*Aim of the exercise*:
Search the data below for lines that include the word "Right" and state how many there are, nothing else.

*Bounding box coordinate data*:
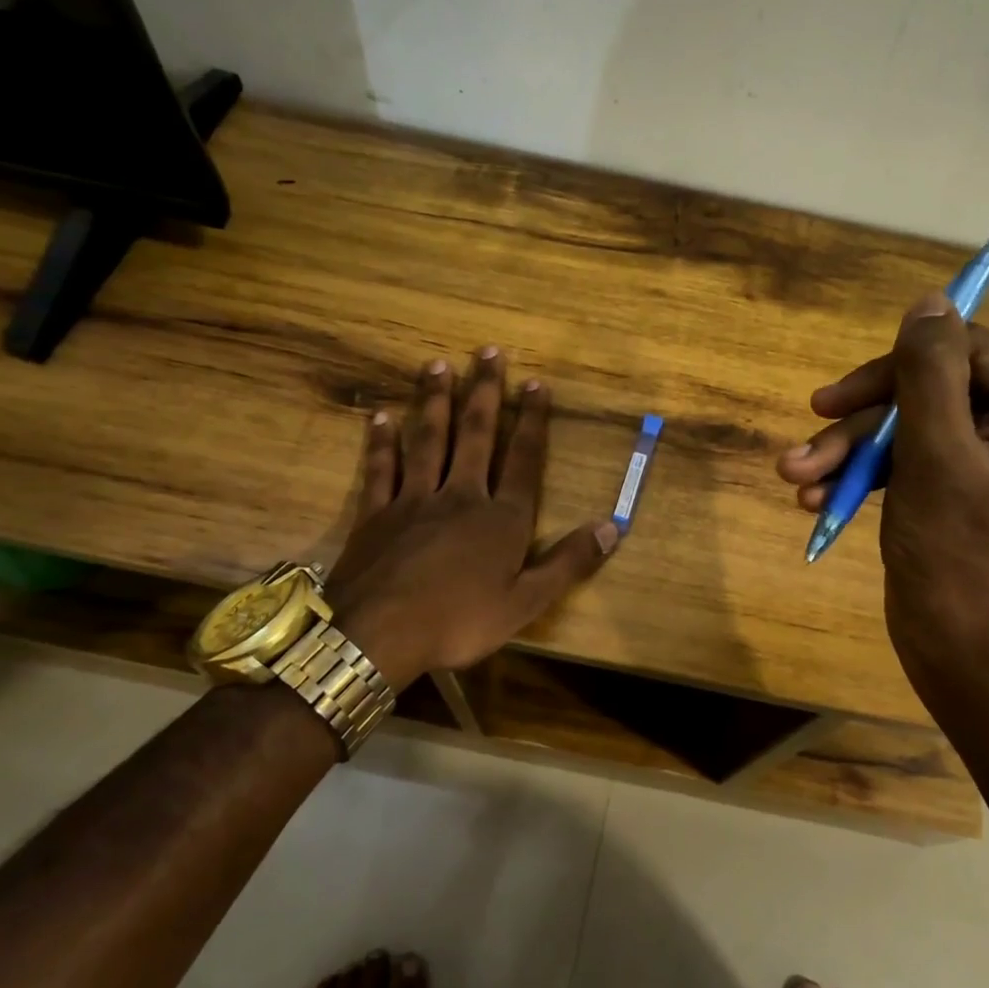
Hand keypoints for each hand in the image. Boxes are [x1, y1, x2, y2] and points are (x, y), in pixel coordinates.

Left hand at [325, 348, 617, 689]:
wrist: (377, 636)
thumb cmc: (458, 622)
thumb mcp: (525, 603)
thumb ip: (568, 563)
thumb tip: (612, 527)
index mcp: (501, 519)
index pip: (523, 460)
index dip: (532, 420)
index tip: (535, 382)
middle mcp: (460, 497)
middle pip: (475, 435)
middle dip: (484, 392)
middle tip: (487, 351)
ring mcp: (414, 501)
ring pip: (428, 440)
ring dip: (435, 402)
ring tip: (438, 365)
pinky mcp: (376, 514)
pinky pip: (381, 469)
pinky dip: (382, 442)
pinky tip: (380, 417)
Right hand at [776, 206, 988, 693]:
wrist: (966, 663)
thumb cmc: (969, 568)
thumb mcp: (939, 463)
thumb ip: (931, 375)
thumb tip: (927, 306)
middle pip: (964, 356)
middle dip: (883, 387)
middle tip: (821, 413)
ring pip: (923, 402)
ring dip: (857, 434)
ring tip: (800, 471)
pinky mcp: (960, 475)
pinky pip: (912, 444)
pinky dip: (865, 463)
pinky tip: (816, 495)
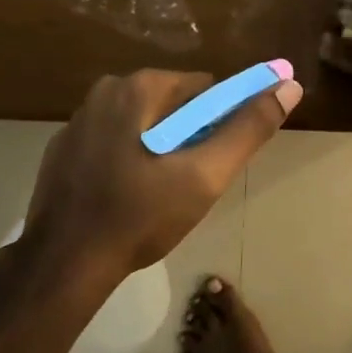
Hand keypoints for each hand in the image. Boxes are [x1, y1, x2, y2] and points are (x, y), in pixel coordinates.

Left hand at [22, 68, 301, 284]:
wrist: (63, 265)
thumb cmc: (140, 216)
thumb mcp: (205, 175)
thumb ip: (249, 129)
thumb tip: (288, 87)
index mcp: (138, 88)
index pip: (204, 89)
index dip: (222, 122)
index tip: (219, 160)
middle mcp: (104, 92)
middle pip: (173, 105)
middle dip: (191, 137)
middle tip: (193, 182)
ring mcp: (78, 121)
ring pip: (143, 124)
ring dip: (162, 149)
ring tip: (163, 194)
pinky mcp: (63, 150)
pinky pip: (114, 142)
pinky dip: (131, 159)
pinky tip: (130, 197)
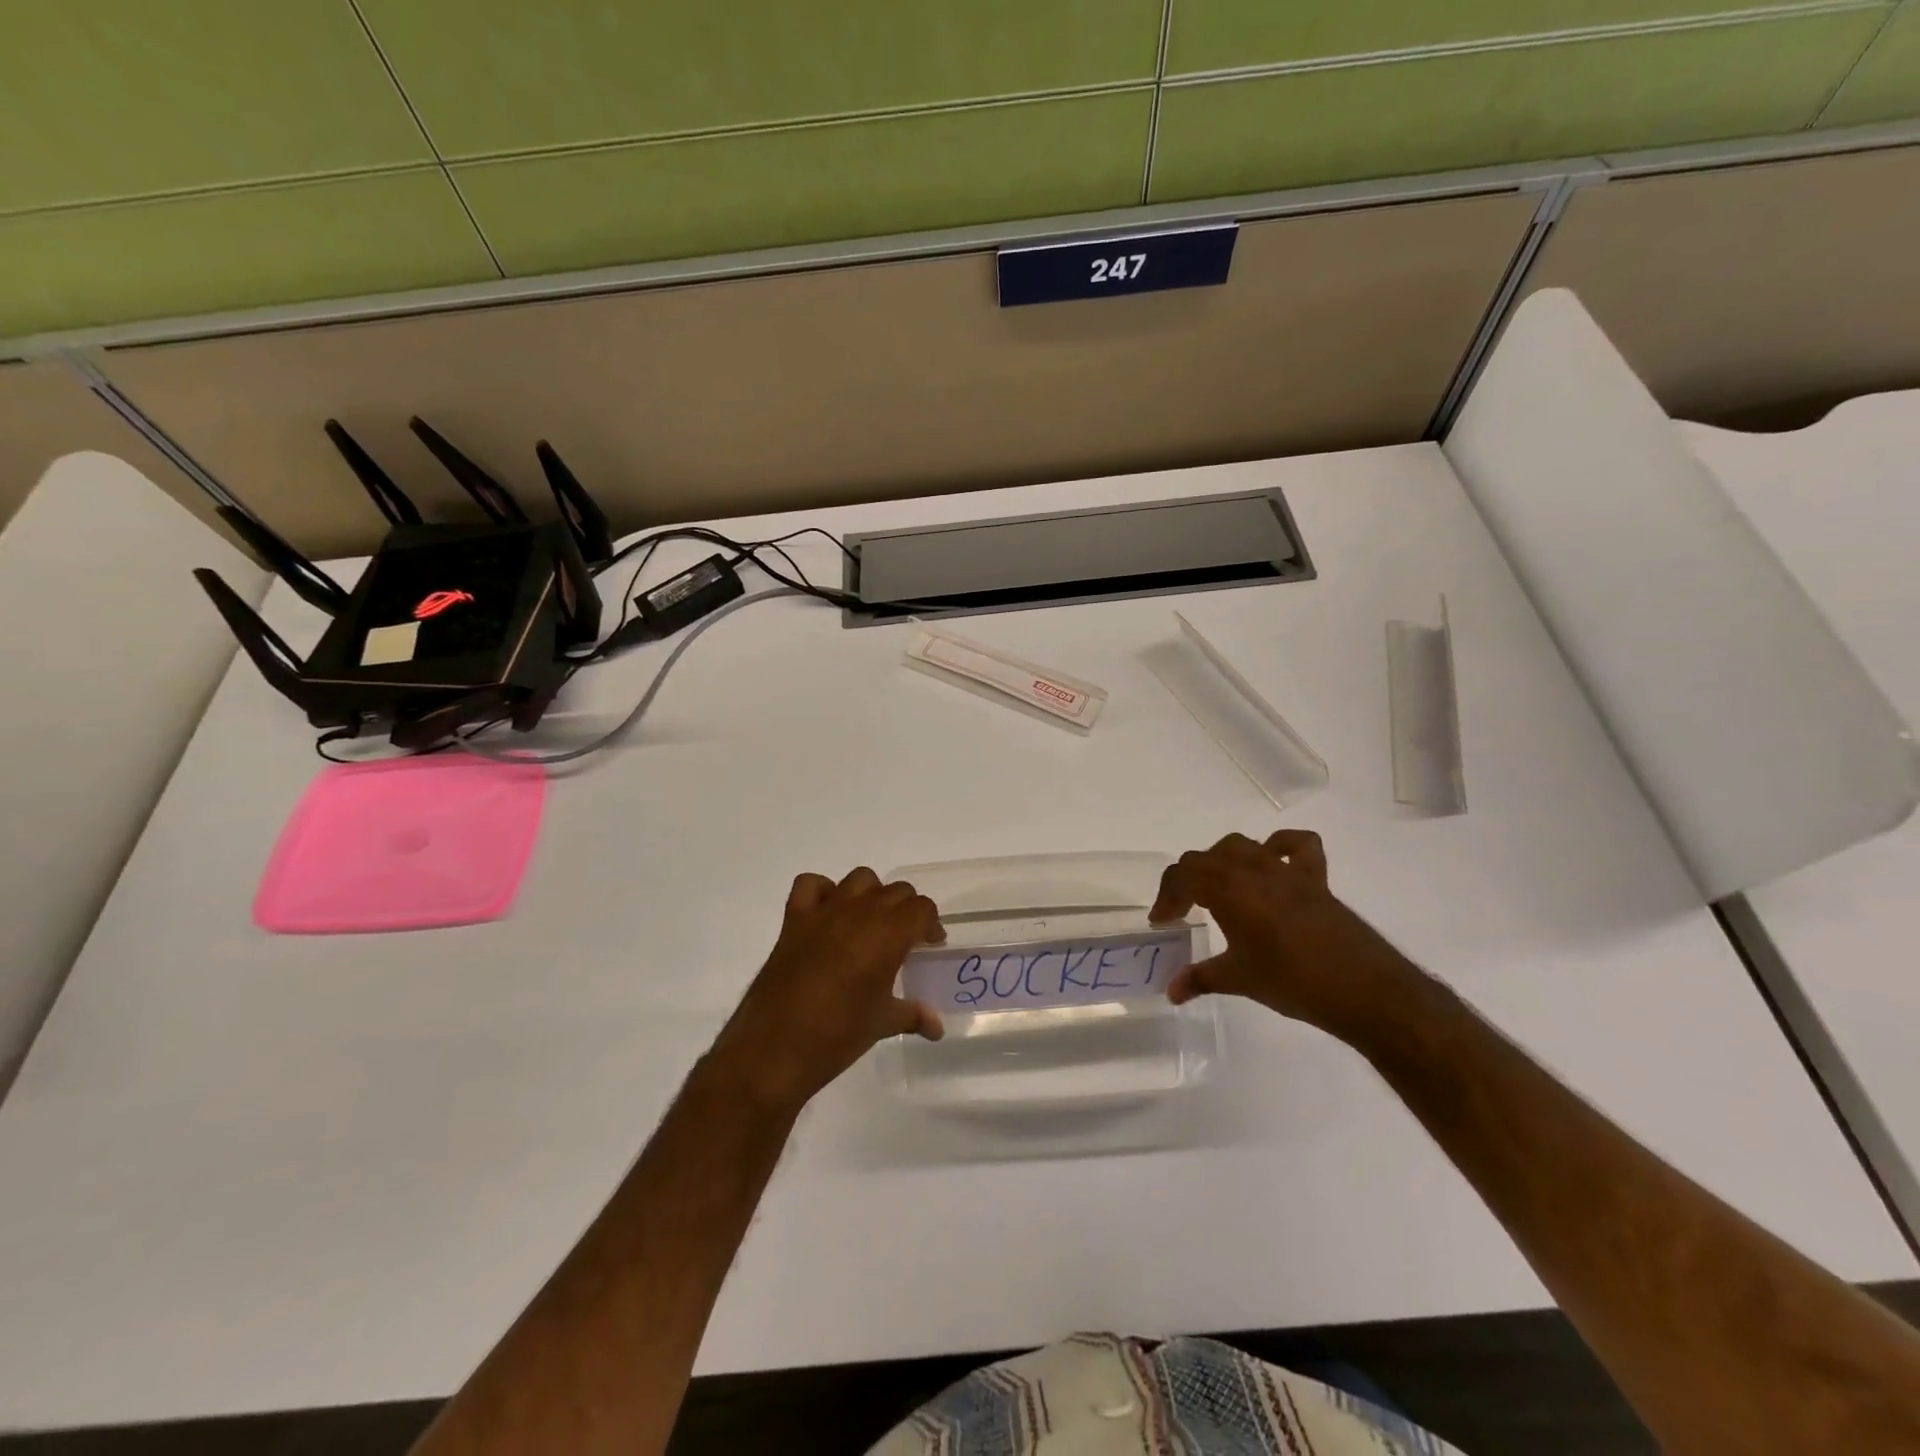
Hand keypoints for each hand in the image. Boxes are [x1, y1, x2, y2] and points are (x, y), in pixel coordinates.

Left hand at [708, 868, 944, 1113]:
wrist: (775, 1047)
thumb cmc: (838, 1035)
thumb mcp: (882, 1024)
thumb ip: (914, 1015)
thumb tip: (936, 1027)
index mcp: (888, 934)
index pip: (921, 908)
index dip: (930, 924)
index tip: (929, 944)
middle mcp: (860, 912)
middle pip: (896, 891)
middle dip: (906, 910)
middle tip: (904, 939)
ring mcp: (824, 911)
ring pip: (860, 879)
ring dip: (871, 894)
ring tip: (870, 923)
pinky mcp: (794, 919)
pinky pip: (812, 885)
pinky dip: (824, 892)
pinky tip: (828, 915)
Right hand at [1150, 830, 1422, 1039]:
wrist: (1363, 989)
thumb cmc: (1291, 981)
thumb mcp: (1237, 980)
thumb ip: (1199, 978)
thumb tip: (1171, 991)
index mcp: (1227, 889)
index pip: (1182, 877)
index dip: (1166, 897)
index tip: (1162, 922)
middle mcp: (1252, 869)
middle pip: (1204, 859)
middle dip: (1186, 881)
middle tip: (1182, 911)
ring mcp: (1286, 870)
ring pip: (1240, 846)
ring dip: (1220, 862)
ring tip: (1218, 889)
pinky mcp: (1315, 879)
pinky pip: (1297, 846)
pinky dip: (1280, 846)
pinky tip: (1272, 863)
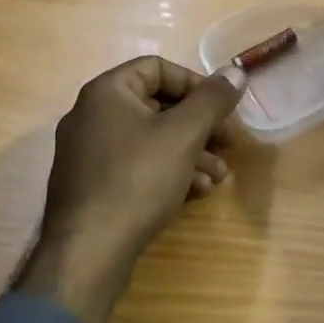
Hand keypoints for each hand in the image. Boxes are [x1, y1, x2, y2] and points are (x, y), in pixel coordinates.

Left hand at [15, 56, 244, 322]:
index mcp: (107, 92)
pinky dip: (167, 172)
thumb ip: (212, 100)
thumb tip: (235, 72)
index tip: (222, 108)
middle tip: (228, 144)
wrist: (88, 254)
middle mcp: (92, 115)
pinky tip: (194, 193)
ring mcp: (88, 153)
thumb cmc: (138, 180)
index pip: (158, 68)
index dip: (196, 84)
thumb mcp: (184, 134)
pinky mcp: (92, 186)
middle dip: (199, 125)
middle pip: (157, 105)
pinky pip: (136, 165)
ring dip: (190, 152)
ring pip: (150, 139)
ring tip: (218, 177)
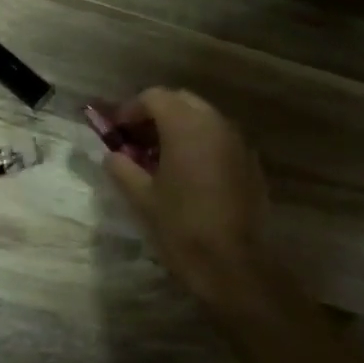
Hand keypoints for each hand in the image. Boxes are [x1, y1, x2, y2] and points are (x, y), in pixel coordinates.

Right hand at [101, 88, 273, 308]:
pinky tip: (188, 172)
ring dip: (180, 127)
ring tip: (160, 156)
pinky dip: (201, 144)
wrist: (233, 265)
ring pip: (204, 118)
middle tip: (137, 139)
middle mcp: (216, 124)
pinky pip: (220, 139)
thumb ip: (122, 168)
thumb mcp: (141, 198)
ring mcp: (238, 142)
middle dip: (156, 113)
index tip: (116, 131)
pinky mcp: (251, 163)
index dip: (130, 109)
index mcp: (186, 126)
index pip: (154, 97)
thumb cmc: (181, 227)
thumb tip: (112, 155)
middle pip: (181, 100)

*Output of the exercise*:
3